*** RECORDS FOR THIS EXERCISE

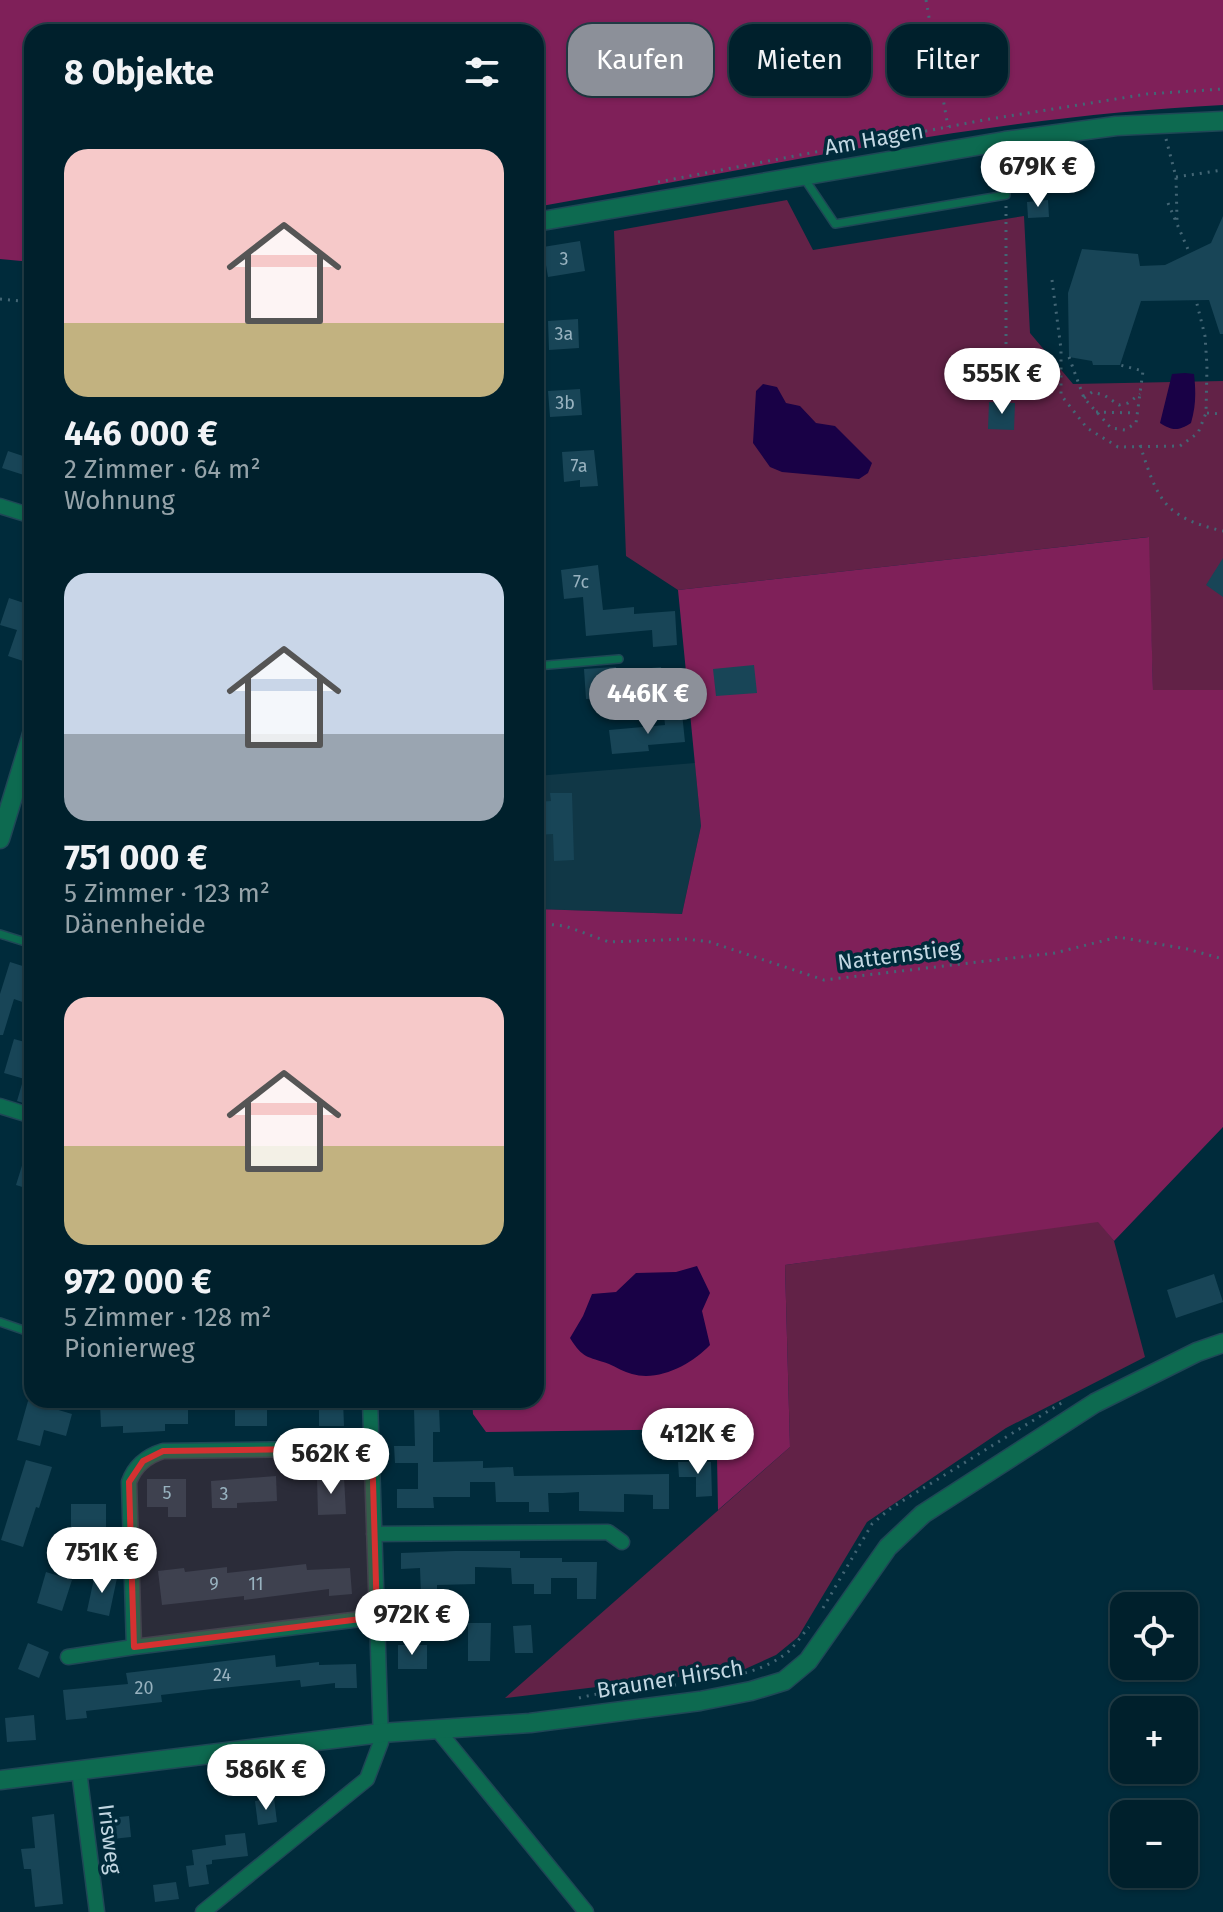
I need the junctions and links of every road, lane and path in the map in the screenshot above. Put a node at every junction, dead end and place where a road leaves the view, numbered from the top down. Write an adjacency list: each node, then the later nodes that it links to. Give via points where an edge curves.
1 (926, 0): 5 (path)
2 (1223, 89): 5 (path, via 1147,94)
3 (1223, 121): 4 (street, Am Hagen)
4 (1163, 124): 6 (street, Am Hagen); 9 (path)
5 (948, 127): 10 (path)
6 (1005, 141): 8 (street, Am Hagen); 11 (lane)
7 (1223, 170): 9 (path)
8 (802, 176): 11 (lane, via 835,224); 14 (street, Am Hagen)
9 (1176, 177): 13 (path)
10 (648, 184)
11 (1006, 195): 23 (path)
12 (1168, 203): 13 (path)
13 (1177, 220): 15 (path)
14 (544, 221)
15 (1190, 254)
16 (1052, 280): 22 (path)
17 (0, 299): 19 (path)
18 (1196, 300): 29 (path, via 1205,336)
19 (24, 301)
20 (1069, 357): 25 (path)
21 (1120, 365): 24 (path, via 1143,371)
22 (1060, 383): 23 (path); 31 (path, via 1061,395 1087,428 1118,447)
23 (1006, 388): 26 (path)
24 (1140, 394): 25 (path, via 1119,405 1092,392); 28 (path)
25 (1084, 398): 27 (path)
26 (1006, 400)
27 (1096, 412): 28 (path); 28 (path, via 1111,428 1125,430 1136,423)
28 (1137, 413)
29 (1206, 413): 30 (path); 31 (path, via 1198,433 1180,446)
30 (1223, 414)
31 (1140, 445): 34 (path, via 1158,497 1182,517)
32 (0, 506): 33 (street)
33 (24, 514)
34 (1223, 531)
35 (619, 659): 36 (lane)
36 (544, 665)
37 (24, 760): 38 (street)
38 (0, 839)
39 (544, 924): 42 (path, Natternstieg, via 609,942 710,942 824,980 1055,953 1118,937)
40 (0, 934): 41 (lane)
41 (24, 942)
42 (1223, 959)
43 (0, 1106): 44 (street)
44 (24, 1114)
45 (0, 1322): 46 (lane)
46 (24, 1330)
47 (1223, 1343): 59 (street, Brauner Hirsch, via 1095,1403 923,1514 888,1547 808,1661 784,1681 700,1701 530,1723)
48 (1074, 1395): 53 (path, via 872,1524)
49 (370, 1408): 50 (street)
50 (372, 1448): 51 (street); 56 (street, via 163,1451 143,1461 129,1482)
51 (374, 1534): 52 (street, via 608,1532); 54 (street)
52 (622, 1542)
53 (819, 1614)
54 (377, 1617): 56 (street); 60 (street)
55 (811, 1625): 58 (path, via 788,1651 751,1671)
56 (134, 1647): 57 (street)
57 (68, 1657)
58 (575, 1700)
59 (436, 1728): 60 (street, Brauner Hirsch); 65 (street)
60 (381, 1733): 61 (street, Brauner Hirsch); 64 (street, via 367,1779)
61 (79, 1771): 62 (street, Brauner Hirsch); 63 (street, Irisweg)
62 (0, 1780)
63 (97, 1912)
64 (203, 1912)
65 (586, 1912)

******

__REQUIREMENT__. The entries above need to be repeated word for word, minus their pictures.

__REPLY TO THE EXERCISE__.
I need the junctions and links of every road, lane and path in the map in the screenshot above. Put a node at every junction, dead end and place where a road leaves the view, numbered from the top down. Write an adjacency list: each node, then the later nodes that it links to. Give via points where an edge curves.
1 (926, 0): 5 (path)
2 (1223, 89): 5 (path, via 1147,94)
3 (1223, 121): 4 (street, Am Hagen)
4 (1163, 124): 6 (street, Am Hagen); 9 (path)
5 (948, 127): 10 (path)
6 (1005, 141): 8 (street, Am Hagen); 11 (lane)
7 (1223, 170): 9 (path)
8 (802, 176): 11 (lane, via 835,224); 14 (street, Am Hagen)
9 (1176, 177): 13 (path)
10 (648, 184)
11 (1006, 195): 23 (path)
12 (1168, 203): 13 (path)
13 (1177, 220): 15 (path)
14 (544, 221)
15 (1190, 254)
16 (1052, 280): 22 (path)
17 (0, 299): 19 (path)
18 (1196, 300): 29 (path, via 1205,336)
19 (24, 301)
20 (1069, 357): 25 (path)
21 (1120, 365): 24 (path, via 1143,371)
22 (1060, 383): 23 (path); 31 (path, via 1061,395 1087,428 1118,447)
23 (1006, 388): 26 (path)
24 (1140, 394): 25 (path, via 1119,405 1092,392); 28 (path)
25 (1084, 398): 27 (path)
26 (1006, 400)
27 (1096, 412): 28 (path); 28 (path, via 1111,428 1125,430 1136,423)
28 (1137, 413)
29 (1206, 413): 30 (path); 31 (path, via 1198,433 1180,446)
30 (1223, 414)
31 (1140, 445): 34 (path, via 1158,497 1182,517)
32 (0, 506): 33 (street)
33 (24, 514)
34 (1223, 531)
35 (619, 659): 36 (lane)
36 (544, 665)
37 (24, 760): 38 (street)
38 (0, 839)
39 (544, 924): 42 (path, Natternstieg, via 609,942 710,942 824,980 1055,953 1118,937)
40 (0, 934): 41 (lane)
41 (24, 942)
42 (1223, 959)
43 (0, 1106): 44 (street)
44 (24, 1114)
45 (0, 1322): 46 (lane)
46 (24, 1330)
47 (1223, 1343): 59 (street, Brauner Hirsch, via 1095,1403 923,1514 888,1547 808,1661 784,1681 700,1701 530,1723)
48 (1074, 1395): 53 (path, via 872,1524)
49 (370, 1408): 50 (street)
50 (372, 1448): 51 (street); 56 (street, via 163,1451 143,1461 129,1482)
51 (374, 1534): 52 (street, via 608,1532); 54 (street)
52 (622, 1542)
53 (819, 1614)
54 (377, 1617): 56 (street); 60 (street)
55 (811, 1625): 58 (path, via 788,1651 751,1671)
56 (134, 1647): 57 (street)
57 (68, 1657)
58 (575, 1700)
59 (436, 1728): 60 (street, Brauner Hirsch); 65 (street)
60 (381, 1733): 61 (street, Brauner Hirsch); 64 (street, via 367,1779)
61 (79, 1771): 62 (street, Brauner Hirsch); 63 (street, Irisweg)
62 (0, 1780)
63 (97, 1912)
64 (203, 1912)
65 (586, 1912)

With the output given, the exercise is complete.